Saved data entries
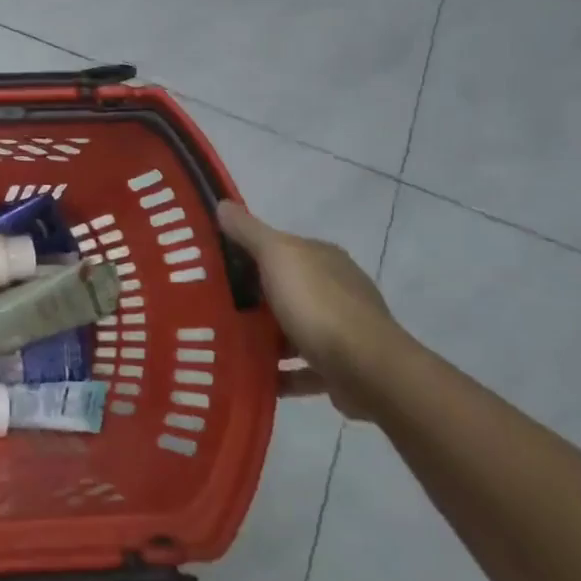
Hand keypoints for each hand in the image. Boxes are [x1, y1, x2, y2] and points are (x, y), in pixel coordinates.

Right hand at [217, 201, 402, 418]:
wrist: (367, 370)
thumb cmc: (317, 305)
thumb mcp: (276, 256)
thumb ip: (249, 231)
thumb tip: (222, 204)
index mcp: (323, 258)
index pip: (281, 248)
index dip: (248, 254)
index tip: (214, 268)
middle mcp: (337, 289)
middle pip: (286, 289)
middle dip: (254, 299)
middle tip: (213, 308)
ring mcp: (343, 330)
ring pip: (294, 329)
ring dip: (267, 338)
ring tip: (229, 344)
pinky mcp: (343, 368)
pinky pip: (303, 369)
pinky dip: (282, 373)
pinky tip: (257, 376)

[Problem to work on]: Work through the entries above and report the number of lines that include "pinky", with nothing else.

[Task output]: 4